In 1679 Maria Sibylla Merian published the first volume of The Caterpillars' Marvelous Transformation and Strange Floral Food, which contained 50 illustrations and a description of insects, moths, butterflies and their larvae.[33] An earlier popular publication on moths and butterflies, and their caterpillars, by Jan Goedart had not included eggs in the life stages of European moths and butterflies, because he had believed that caterpillars were generated from water. When Merian published her study of caterpillars it was still widely believed that insects were spontaneously generated. Merian's illustrations supported the findings of Francesco Redi, Marcello Malpighi and Jan Swammerdam.[33]

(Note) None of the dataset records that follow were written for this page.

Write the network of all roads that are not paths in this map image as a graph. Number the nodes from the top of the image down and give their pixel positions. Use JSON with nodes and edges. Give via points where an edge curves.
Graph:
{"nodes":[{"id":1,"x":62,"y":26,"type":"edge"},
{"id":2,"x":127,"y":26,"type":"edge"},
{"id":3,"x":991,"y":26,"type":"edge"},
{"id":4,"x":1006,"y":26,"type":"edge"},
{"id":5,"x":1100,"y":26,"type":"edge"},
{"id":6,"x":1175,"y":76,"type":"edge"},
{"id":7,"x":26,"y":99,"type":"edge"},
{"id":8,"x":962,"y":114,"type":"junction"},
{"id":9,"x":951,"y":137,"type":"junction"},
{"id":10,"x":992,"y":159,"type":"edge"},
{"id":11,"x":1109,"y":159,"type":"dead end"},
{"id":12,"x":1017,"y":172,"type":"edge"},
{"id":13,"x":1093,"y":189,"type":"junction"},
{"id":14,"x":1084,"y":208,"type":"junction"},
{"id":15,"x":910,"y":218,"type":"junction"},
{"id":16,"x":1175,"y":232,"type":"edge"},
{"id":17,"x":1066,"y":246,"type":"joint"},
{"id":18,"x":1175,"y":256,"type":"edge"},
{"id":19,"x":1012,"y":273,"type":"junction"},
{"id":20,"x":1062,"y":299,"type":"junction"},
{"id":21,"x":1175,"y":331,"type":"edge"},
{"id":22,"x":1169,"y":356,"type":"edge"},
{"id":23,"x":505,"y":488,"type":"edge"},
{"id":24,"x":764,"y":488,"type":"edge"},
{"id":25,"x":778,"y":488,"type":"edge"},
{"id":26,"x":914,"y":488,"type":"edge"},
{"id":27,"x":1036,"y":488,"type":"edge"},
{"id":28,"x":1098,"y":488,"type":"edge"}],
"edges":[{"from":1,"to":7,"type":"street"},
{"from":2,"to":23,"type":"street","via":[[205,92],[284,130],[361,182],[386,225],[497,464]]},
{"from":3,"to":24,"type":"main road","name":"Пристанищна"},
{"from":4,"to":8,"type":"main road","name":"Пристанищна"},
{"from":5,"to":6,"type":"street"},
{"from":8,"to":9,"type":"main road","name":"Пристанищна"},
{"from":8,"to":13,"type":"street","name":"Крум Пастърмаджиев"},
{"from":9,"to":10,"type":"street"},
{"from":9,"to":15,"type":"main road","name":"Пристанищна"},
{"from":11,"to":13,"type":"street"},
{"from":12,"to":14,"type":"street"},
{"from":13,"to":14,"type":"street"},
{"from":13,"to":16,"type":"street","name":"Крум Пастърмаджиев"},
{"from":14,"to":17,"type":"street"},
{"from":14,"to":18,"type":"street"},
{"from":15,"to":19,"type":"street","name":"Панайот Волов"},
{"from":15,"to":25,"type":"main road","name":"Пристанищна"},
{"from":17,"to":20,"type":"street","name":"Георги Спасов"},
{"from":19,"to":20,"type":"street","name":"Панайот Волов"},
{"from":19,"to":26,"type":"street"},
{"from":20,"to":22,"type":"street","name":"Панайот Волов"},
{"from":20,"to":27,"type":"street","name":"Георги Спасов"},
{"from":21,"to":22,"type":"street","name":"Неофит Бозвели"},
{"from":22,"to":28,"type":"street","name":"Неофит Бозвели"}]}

Butterflies were regarded as symbol for the human soul since ancient time, and also in the Christian tradition.[35] Goedart thus located his empirical observations on the transformation of caterpillars into butterflies in the Christian tradition.
As such he argued that the metamorphosis from caterpillar into butterfly was a symbol, and even proof, of Christ's resurrection.

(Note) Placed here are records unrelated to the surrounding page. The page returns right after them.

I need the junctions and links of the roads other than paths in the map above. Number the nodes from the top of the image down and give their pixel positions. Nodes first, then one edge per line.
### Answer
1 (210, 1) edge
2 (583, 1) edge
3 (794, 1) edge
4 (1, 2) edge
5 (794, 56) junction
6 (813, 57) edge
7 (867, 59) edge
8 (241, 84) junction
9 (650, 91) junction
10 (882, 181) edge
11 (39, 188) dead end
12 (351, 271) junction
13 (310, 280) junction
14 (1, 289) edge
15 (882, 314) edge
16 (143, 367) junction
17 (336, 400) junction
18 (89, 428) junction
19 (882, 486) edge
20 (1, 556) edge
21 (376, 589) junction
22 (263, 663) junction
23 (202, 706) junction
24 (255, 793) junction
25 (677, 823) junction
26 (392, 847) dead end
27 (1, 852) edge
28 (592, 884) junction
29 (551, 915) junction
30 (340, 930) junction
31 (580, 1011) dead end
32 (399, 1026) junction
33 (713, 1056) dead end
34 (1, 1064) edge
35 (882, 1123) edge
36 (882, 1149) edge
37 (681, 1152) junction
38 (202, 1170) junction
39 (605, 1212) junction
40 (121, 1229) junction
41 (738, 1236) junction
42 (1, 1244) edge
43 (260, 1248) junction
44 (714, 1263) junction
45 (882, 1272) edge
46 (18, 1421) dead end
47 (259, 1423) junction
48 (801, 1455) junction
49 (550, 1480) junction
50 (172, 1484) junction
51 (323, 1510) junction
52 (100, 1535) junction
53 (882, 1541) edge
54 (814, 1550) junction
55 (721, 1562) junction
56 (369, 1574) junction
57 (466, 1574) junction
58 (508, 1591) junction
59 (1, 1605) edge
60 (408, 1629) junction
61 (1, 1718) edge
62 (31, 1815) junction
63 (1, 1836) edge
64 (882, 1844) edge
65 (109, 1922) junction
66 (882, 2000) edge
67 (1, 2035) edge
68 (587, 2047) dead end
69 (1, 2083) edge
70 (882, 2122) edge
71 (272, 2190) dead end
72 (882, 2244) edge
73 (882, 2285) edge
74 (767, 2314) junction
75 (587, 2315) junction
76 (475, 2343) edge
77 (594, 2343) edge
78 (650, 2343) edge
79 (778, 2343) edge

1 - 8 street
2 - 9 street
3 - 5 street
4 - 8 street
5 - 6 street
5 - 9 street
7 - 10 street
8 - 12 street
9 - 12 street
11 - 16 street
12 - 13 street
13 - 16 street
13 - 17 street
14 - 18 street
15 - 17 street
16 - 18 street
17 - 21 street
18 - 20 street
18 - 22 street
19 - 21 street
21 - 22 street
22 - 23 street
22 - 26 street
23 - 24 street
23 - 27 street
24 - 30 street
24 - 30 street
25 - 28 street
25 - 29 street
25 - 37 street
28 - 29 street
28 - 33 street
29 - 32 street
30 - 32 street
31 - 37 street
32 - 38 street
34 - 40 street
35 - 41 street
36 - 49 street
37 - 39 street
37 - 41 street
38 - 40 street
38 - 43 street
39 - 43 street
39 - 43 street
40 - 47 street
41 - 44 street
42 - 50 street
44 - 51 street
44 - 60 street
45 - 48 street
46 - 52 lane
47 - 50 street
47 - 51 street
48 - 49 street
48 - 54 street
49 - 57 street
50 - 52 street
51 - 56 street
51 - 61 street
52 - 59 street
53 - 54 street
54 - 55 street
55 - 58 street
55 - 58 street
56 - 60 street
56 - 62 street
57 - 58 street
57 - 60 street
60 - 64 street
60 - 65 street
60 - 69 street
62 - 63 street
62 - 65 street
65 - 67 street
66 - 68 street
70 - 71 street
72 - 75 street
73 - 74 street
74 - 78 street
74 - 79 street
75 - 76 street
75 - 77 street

He argued "that from dead caterpillars emerge living animals; so it is equally true and miraculous, that our dead and rotten corpses will rise from the grave."[36] Swammerdam, who in 1669 had demonstrated that inside a caterpillar the rudiments of the future butterfly's limbs and wings could be discerned, attacked the mystical and religious notion that the caterpillar died and the butterfly subsequently resurrected.[36] As a militant Cartesian, Swammerdam attacked Goedart as ridiculous, and when publishing his findings he proclaimed "here we witness the digression of those who have tried to prove Resurrection of the Dead from these obviously natural and comprehensible changes within the creature itself."[36]
Since then the metamorphoses of the caterpillar into a butterfly has in Western societies been associated with countless human transformations in folktales and literature.

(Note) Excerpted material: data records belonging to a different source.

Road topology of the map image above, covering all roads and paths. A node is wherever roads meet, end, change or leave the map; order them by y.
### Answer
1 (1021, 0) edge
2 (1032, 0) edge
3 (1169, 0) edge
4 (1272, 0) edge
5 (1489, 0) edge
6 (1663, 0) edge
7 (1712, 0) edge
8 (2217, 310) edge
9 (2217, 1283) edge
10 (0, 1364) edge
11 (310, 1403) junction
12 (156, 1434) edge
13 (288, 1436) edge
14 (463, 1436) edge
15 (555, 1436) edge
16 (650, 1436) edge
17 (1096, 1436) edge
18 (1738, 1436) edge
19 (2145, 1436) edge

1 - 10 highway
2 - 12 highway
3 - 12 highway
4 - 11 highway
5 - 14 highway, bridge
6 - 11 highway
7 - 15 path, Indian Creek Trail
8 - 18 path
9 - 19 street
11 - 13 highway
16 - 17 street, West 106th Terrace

There is no process in the physical life of human beings that resembles this metamorphoses, and the symbol of the caterpillar tends to depict a psychic transformation of a human.
As such the caterpillar has in the Christian tradition become a metaphor for being "born again".[35]
Famously, in Lewis Carroll's Alice's Adventures in Wonderland a caterpillar asks Alice "Who are you?". When Alice comments on the caterpillar's inevitable transformation into a butterfly, the caterpillar champions the position that in spite of changes it is still possible to know something, and that Alice is the same Alice at the beginning and end of a considerable interval.[40] When the Caterpillar asks Alice to clarify a point, the child replies "I'm afraid I can't put it more clearly... for I can't but understand it myself, to begin with, and being so many different sizes in a day is very confusing". Here Carroll satirizes René Descartes, the founder of Cartesian philosophy, and his theory on innate ideas. Descartes argued that we are distracted by urgent bodily stimuli that swamp the human mind in childhood. Descartes also theorised that inherited preconceived opinions obstruct the human perception of the truth.[40]
More recent symbolic references to caterpillars in popular media include the Mad Men season 3season 3]] The Sopranos season 5 The Test Dream Tony Soprano Ralph Cifaretto has a caterpillar on his bald head that changes into a butterfly.